● **Work order**
Please set down the data again exactly, minus the pictures.

──────────

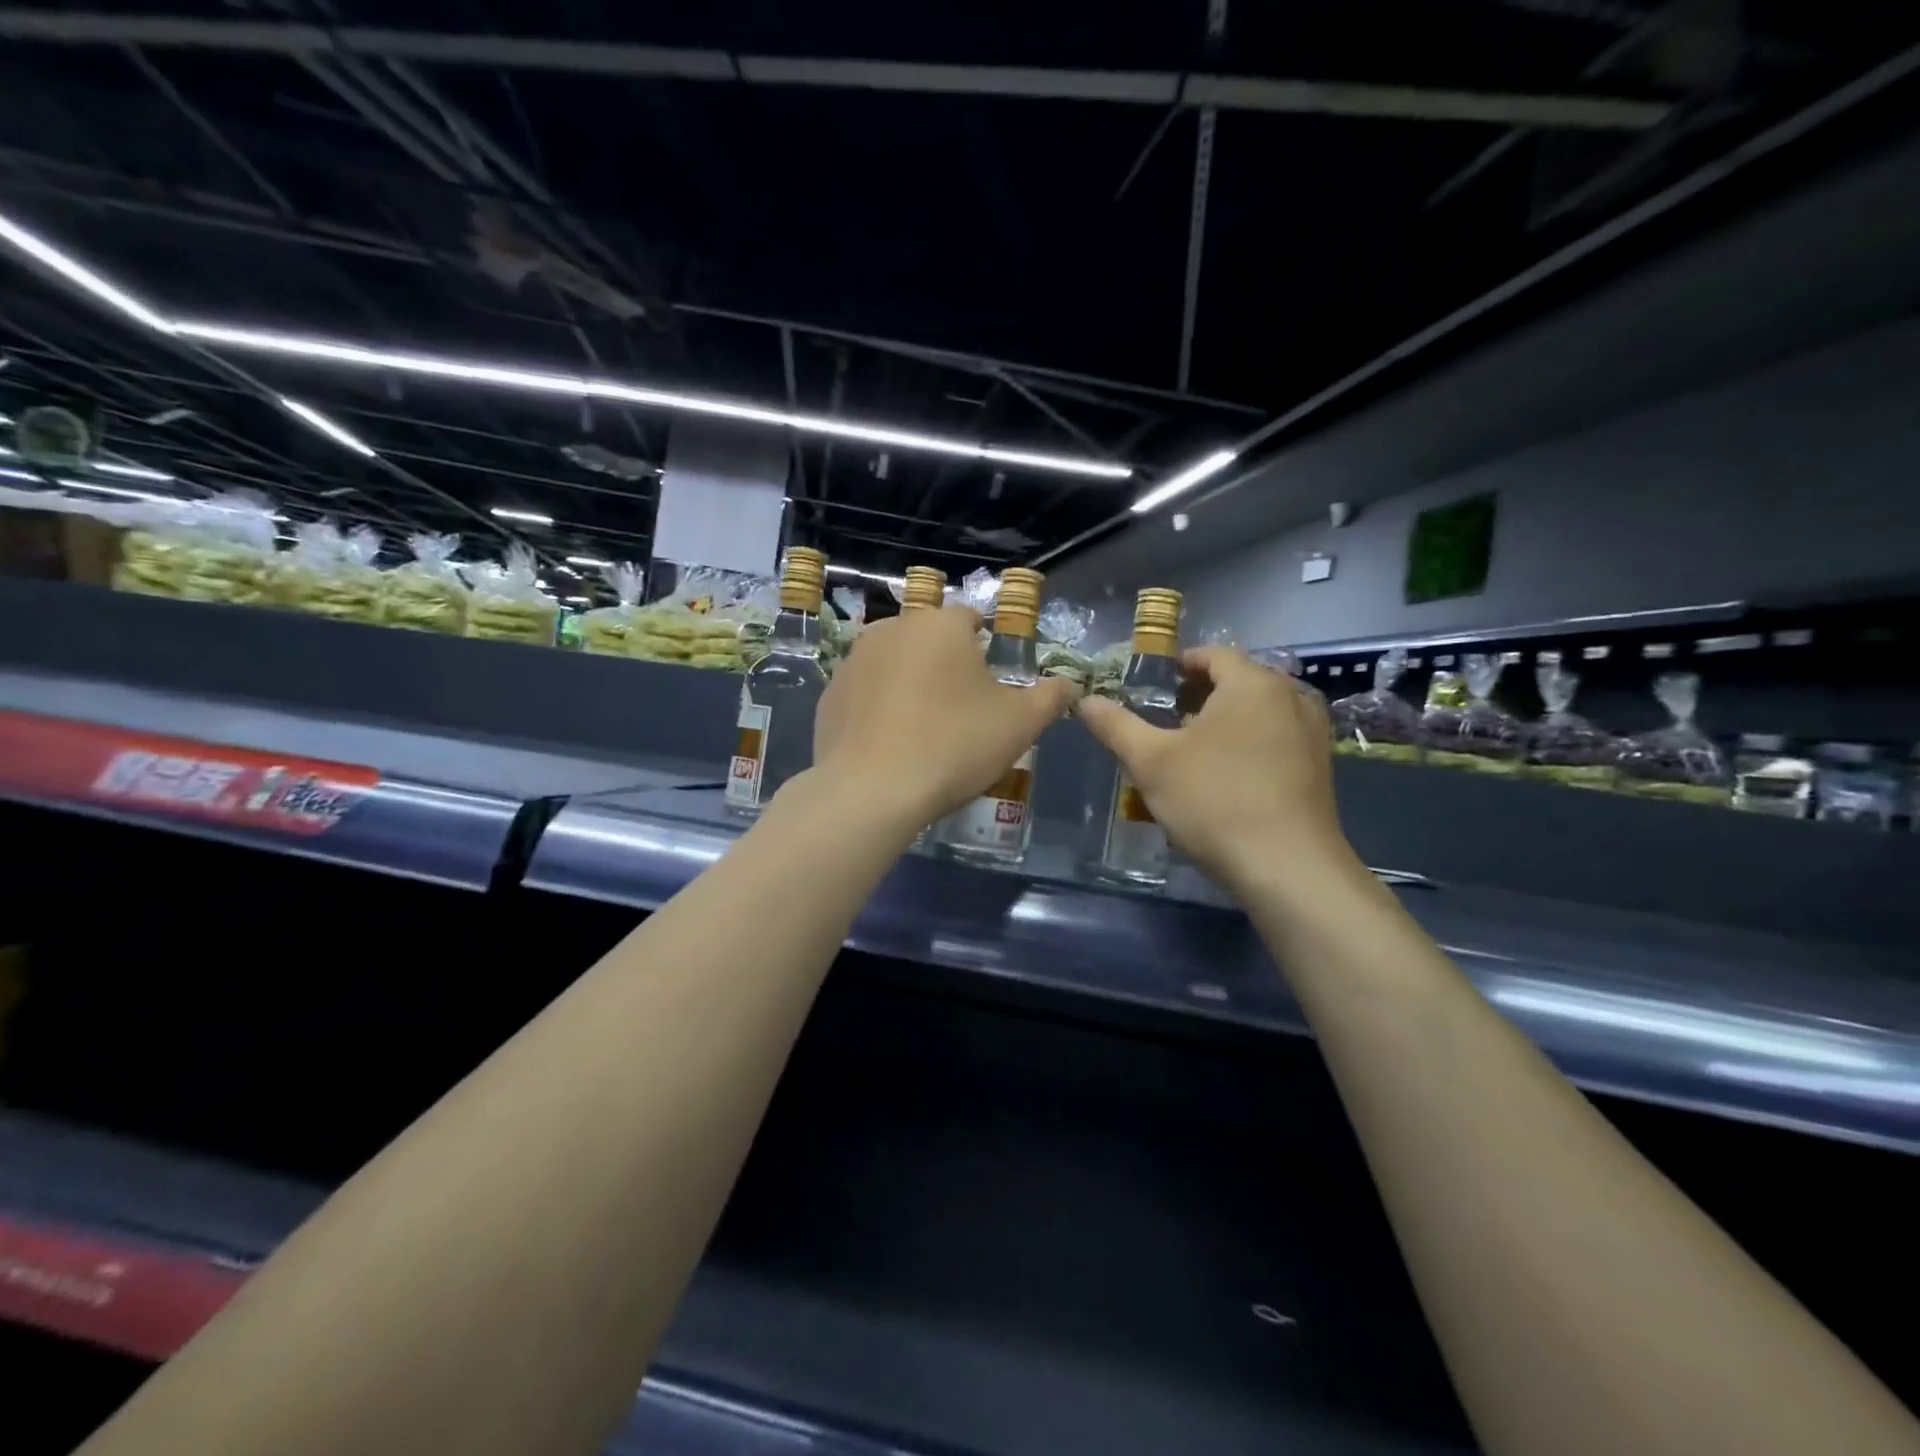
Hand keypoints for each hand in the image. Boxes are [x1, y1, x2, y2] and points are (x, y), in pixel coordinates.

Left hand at [811, 605, 1076, 828]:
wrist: (872, 791)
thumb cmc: (954, 745)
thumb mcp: (1020, 724)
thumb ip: (1051, 697)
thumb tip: (1069, 684)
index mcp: (941, 625)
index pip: (972, 619)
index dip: (987, 648)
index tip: (992, 684)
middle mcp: (893, 628)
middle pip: (931, 640)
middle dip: (947, 665)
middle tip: (962, 711)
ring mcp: (854, 660)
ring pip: (896, 663)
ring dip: (911, 683)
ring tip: (924, 729)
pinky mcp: (830, 694)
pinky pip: (866, 692)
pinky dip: (880, 707)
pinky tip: (891, 743)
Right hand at [1077, 646, 1354, 892]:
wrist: (1287, 867)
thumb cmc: (1214, 801)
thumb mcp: (1151, 762)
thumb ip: (1116, 726)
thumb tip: (1085, 700)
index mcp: (1252, 683)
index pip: (1213, 655)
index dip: (1181, 665)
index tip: (1156, 686)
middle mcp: (1290, 697)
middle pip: (1240, 680)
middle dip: (1203, 694)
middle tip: (1169, 720)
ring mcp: (1312, 732)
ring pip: (1261, 711)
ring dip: (1228, 720)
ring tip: (1196, 749)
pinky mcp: (1321, 766)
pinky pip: (1279, 737)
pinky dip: (1252, 742)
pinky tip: (1230, 775)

──────────

● **Finished task**
Hand keypoints for each hand in the image. Boxes are [x1, y1, x2, y2] and points are (x, y), in pixel coordinates.

Left hand at [811, 605, 1076, 828]:
wrist: (872, 791)
thumb cmc: (954, 745)
thumb mcp: (1020, 724)
thumb ip: (1051, 697)
thumb tip: (1069, 684)
index mcp: (941, 625)
index pip: (972, 619)
index dip: (987, 648)
index tip: (992, 684)
middle mcp: (893, 628)
middle pip: (931, 640)
middle dip: (947, 665)
middle tip: (962, 711)
ring mcp: (854, 660)
ring pip: (896, 663)
ring dip: (911, 683)
ring tip: (924, 729)
pinky mcp: (830, 694)
pinky pip: (866, 692)
pinky dip: (880, 707)
pinky tip: (891, 743)
Right hand at [1077, 646, 1354, 892]:
wrist: (1287, 867)
thumb cmc: (1214, 801)
thumb mcp: (1151, 762)
thumb ip: (1116, 726)
thumb tip: (1085, 700)
index mcp: (1252, 683)
index pip: (1213, 655)
index dip: (1181, 665)
index tip: (1156, 686)
middle mcp: (1290, 697)
middle pip: (1240, 680)
middle dip: (1203, 694)
middle tip: (1169, 720)
ring mcp: (1312, 732)
ring pip: (1261, 711)
ring dip: (1228, 720)
ring tip: (1196, 749)
pinky mcp: (1321, 766)
pinky pip: (1279, 737)
pinky dip: (1252, 742)
pinky tip: (1230, 775)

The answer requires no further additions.